Woodchipping in New Zealand is one of the sectors of the forestry industry and it attracted controversy in the 1990s when native trees were used as a source for the chipping.

==Wood chip exports==
The Ministry of Agriculture and Forestry collates figures on quantities of wood chip exports.

Wood chip exports
| Year | Hardwood |  | Softwood |  |
|---|---|---|---|---|
|  | Quantity (BDU) | Value ($) | Quantity (BDU) | Value ($) |
| 1999 | 31,979 | 6,672 |  |  |
| 2000 | 46,069 | 10,198 |  |  |
| 2001 | 46,317 | 9,838 |  |  |
| 2002 | 6,721 | 1,278 |  |  |
| 2003 | 14,828 | 2,130 | 309,351 | 44,912 |
| 2004 | 18,636 | 1,869 | 206,345 | 29,868 |
| 2005 | 21,076 | 4,125 | 239,729 | 33,772 |
| 2006 | 47,438 | 9,606 | 186,436 | 29,832 |
| 2007 | 59,220 | 8,888 | 307,121 | 51,493 |
| 2008 | 67,525 | 17,670 | 307,881 | 65,844 |
| 2009 | 39,009 | 9,668 | 171,357 | 35,971 |

One BDU (bone dry unit) of hardwood chips in roundwood equivalent is 2.25 cubic metres and weighs 1090 kilograms.

==Controversy==
Since the settlement of New Zealand by Māori and then by Europeans has seen a loss of 75% of the indigenous forest cover.

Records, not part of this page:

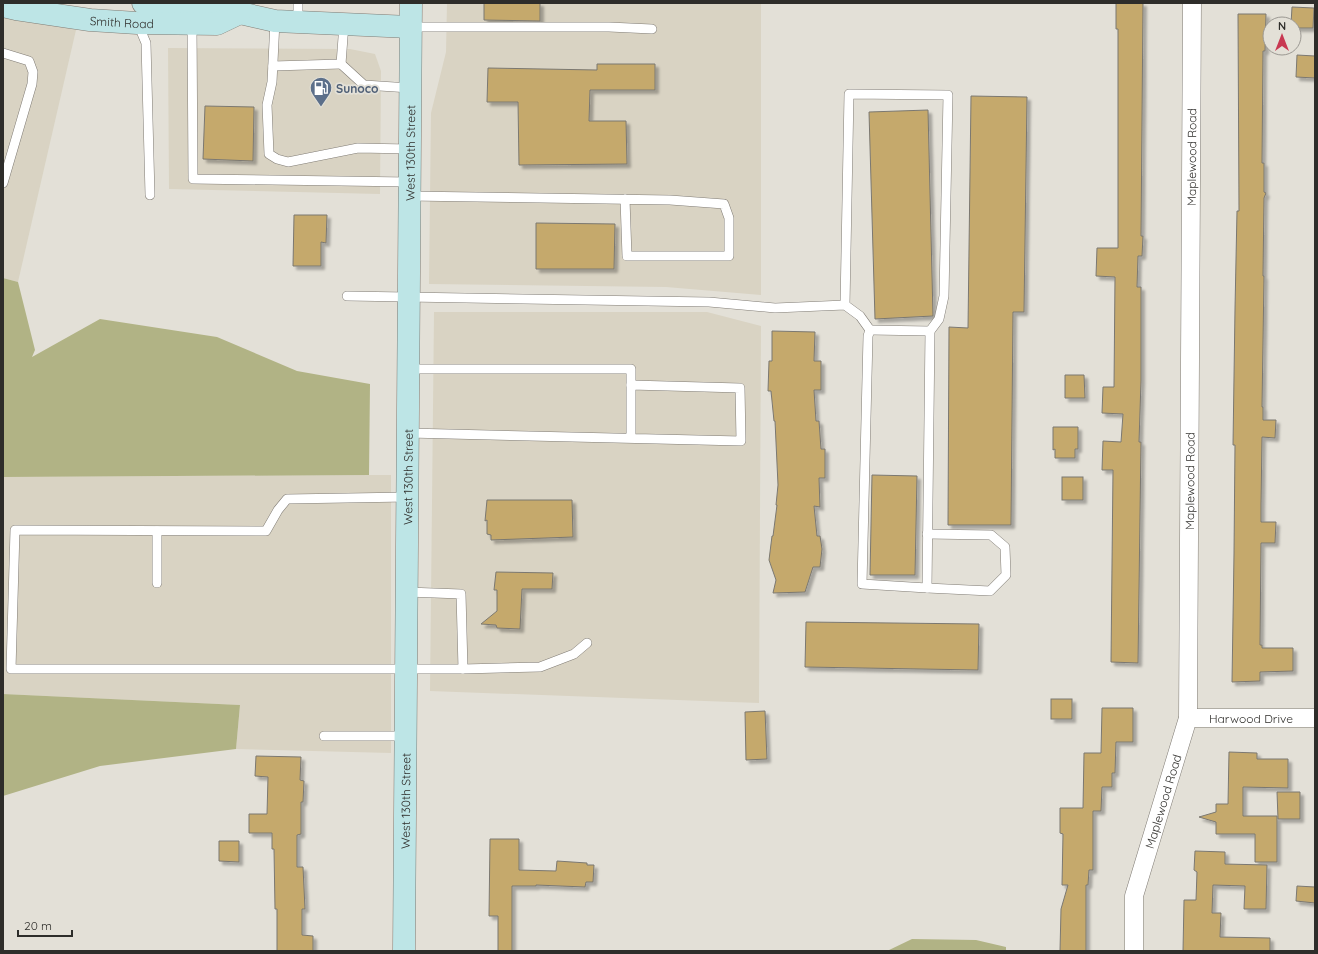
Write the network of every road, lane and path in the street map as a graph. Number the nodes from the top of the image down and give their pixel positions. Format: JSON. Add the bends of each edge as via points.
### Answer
{"nodes":[{"id":1,"x":411,"y":3,"type":"edge"},
{"id":2,"x":1192,"y":3,"type":"edge"},
{"id":3,"x":3,"y":6,"type":"edge"},
{"id":4,"x":140,"y":13,"type":"edge"},
{"id":5,"x":240,"y":13,"type":"junction"},
{"id":6,"x":298,"y":13,"type":"edge"},
{"id":7,"x":276,"y":21,"type":"junction"},
{"id":8,"x":192,"y":23,"type":"junction"},
{"id":9,"x":344,"y":24,"type":"junction"},
{"id":10,"x":410,"y":27,"type":"junction"},
{"id":11,"x":652,"y":29,"type":"dead end"},
{"id":12,"x":3,"y":52,"type":"edge"},
{"id":13,"x":341,"y":64,"type":"junction"},
{"id":14,"x":273,"y":66,"type":"junction"},
{"id":15,"x":410,"y":88,"type":"junction"},
{"id":16,"x":410,"y":149,"type":"junction"},
{"id":17,"x":3,"y":183,"type":"edge"},
{"id":18,"x":409,"y":189,"type":"junction"},
{"id":19,"x":150,"y":195,"type":"dead end"},
{"id":20,"x":625,"y":199,"type":"junction"},
{"id":21,"x":347,"y":296,"type":"dead end"},
{"id":22,"x":409,"y":297,"type":"junction"},
{"id":23,"x":845,"y":305,"type":"junction"},
{"id":24,"x":870,"y":330,"type":"junction"},
{"id":25,"x":930,"y":331,"type":"junction"},
{"id":26,"x":408,"y":368,"type":"junction"},
{"id":27,"x":631,"y":385,"type":"junction"},
{"id":28,"x":408,"y":433,"type":"junction"},
{"id":29,"x":632,"y":438,"type":"junction"},
{"id":30,"x":408,"y":497,"type":"junction"},
{"id":31,"x":157,"y":531,"type":"junction"},
{"id":32,"x":927,"y":534,"type":"junction"},
{"id":33,"x":157,"y":583,"type":"dead end"},
{"id":34,"x":927,"y":588,"type":"junction"},
{"id":35,"x":407,"y":592,"type":"junction"},
{"id":36,"x":587,"y":643,"type":"dead end"},
{"id":37,"x":463,"y":669,"type":"junction"},
{"id":38,"x":406,"y":670,"type":"junction"},
{"id":39,"x":1188,"y":718,"type":"junction"},
{"id":40,"x":1315,"y":718,"type":"edge"},
{"id":41,"x":324,"y":736,"type":"dead end"},
{"id":42,"x":406,"y":736,"type":"junction"},
{"id":43,"x":404,"y":951,"type":"edge"},
{"id":44,"x":1134,"y":951,"type":"edge"}],
"edges":[{"from":1,"to":10,"type":"main road","name":"West 130th Street"},
{"from":2,"to":39,"type":"street","name":"Maplewood Road"},
{"from":3,"to":4,"type":"main road","name":"Smith Road","via":[[90,20]]},
{"from":4,"to":5,"type":"main road","name":"Smith Road","via":[[222,5]]},
{"from":4,"to":8,"type":"main road","name":"Smith Road"},
{"from":4,"to":19,"type":"lane","via":[[146,43]]},
{"from":5,"to":7,"type":"main road","name":"Smith Road"},
{"from":5,"to":8,"type":"main road","name":"Smith Road","via":[[217,24]]},
{"from":6,"to":7,"type":"main road","name":"Smith Road"},
{"from":6,"to":9,"type":"main road","name":"Smith Road"},
{"from":7,"to":14,"type":"lane"},
{"from":8,"to":18,"type":"lane","via":[[193,179]]},
{"from":9,"to":10,"type":"main road","name":"Smith Road"},
{"from":9,"to":13,"type":"lane"},
{"from":10,"to":11,"type":"lane"},
{"from":10,"to":15,"type":"main road","name":"West 130th Street"},
{"from":12,"to":17,"type":"lane","via":[[29,61],[33,72],[32,84]]},
{"from":13,"to":14,"type":"lane"},
{"from":13,"to":15,"type":"lane","via":[[364,85]]},
{"from":14,"to":16,"type":"lane","via":[[267,105],[268,154],[288,162],[358,148]]},
{"from":15,"to":16,"type":"main road","name":"West 130th Street"},
{"from":16,"to":18,"type":"main road","name":"West 130th Street"},
{"from":18,"to":20,"type":"lane"},
{"from":18,"to":22,"type":"main road","name":"West 130th Street"},
{"from":20,"to":20,"type":"lane","via":[[724,204],[729,218],[729,256],[626,256]]},
{"from":21,"to":22,"type":"lane"},
{"from":22,"to":23,"type":"lane","via":[[709,302],[775,308]]},
{"from":22,"to":26,"type":"main road","name":"West 130th Street"},
{"from":23,"to":24,"type":"lane","via":[[860,316]]},
{"from":23,"to":25,"type":"lane","via":[[849,94],[948,95],[944,296],[939,319]]},
{"from":24,"to":25,"type":"lane"},
{"from":24,"to":34,"type":"lane","via":[[862,584]]},
{"from":25,"to":32,"type":"lane"},
{"from":26,"to":27,"type":"lane","via":[[631,369]]},
{"from":26,"to":28,"type":"main road","name":"West 130th Street"},
{"from":27,"to":29,"type":"lane"},
{"from":27,"to":29,"type":"lane","via":[[740,388],[742,441]]},
{"from":28,"to":29,"type":"lane"},
{"from":28,"to":30,"type":"main road","name":"West 130th Street"},
{"from":30,"to":31,"type":"lane","via":[[287,499],[266,531]]},
{"from":30,"to":35,"type":"main road","name":"West 130th Street"},
{"from":31,"to":33,"type":"lane"},
{"from":31,"to":38,"type":"lane","via":[[15,530],[11,669]]},
{"from":32,"to":34,"type":"lane"},
{"from":32,"to":34,"type":"lane","via":[[991,535],[1005,547],[1006,575],[990,591]]},
{"from":35,"to":37,"type":"lane","via":[[461,594]]},
{"from":35,"to":38,"type":"main road","name":"West 130th Street"},
{"from":36,"to":37,"type":"lane","via":[[574,654],[540,667]]},
{"from":37,"to":38,"type":"lane"},
{"from":38,"to":42,"type":"main road","name":"West 130th Street"},
{"from":39,"to":40,"type":"street","name":"Harwood Drive"},
{"from":39,"to":44,"type":"street","name":"Maplewood Road","via":[[1134,896]]},
{"from":41,"to":42,"type":"lane"},
{"from":42,"to":43,"type":"main road","name":"West 130th Street"}]}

With European settlement in the 19th century, large areas were cleared for pastoral farming and for logging. The export wood chip industry was the main cause of forest clearance on private land after 1970. By the 1980s, 95% of forest loss was due to wood chipping. The native forests were replanted with faster growing species such as the Pinus radiata.

After protests from environmentalists the exporting of wood chips from indigenous forests was stopped by the government in 1996.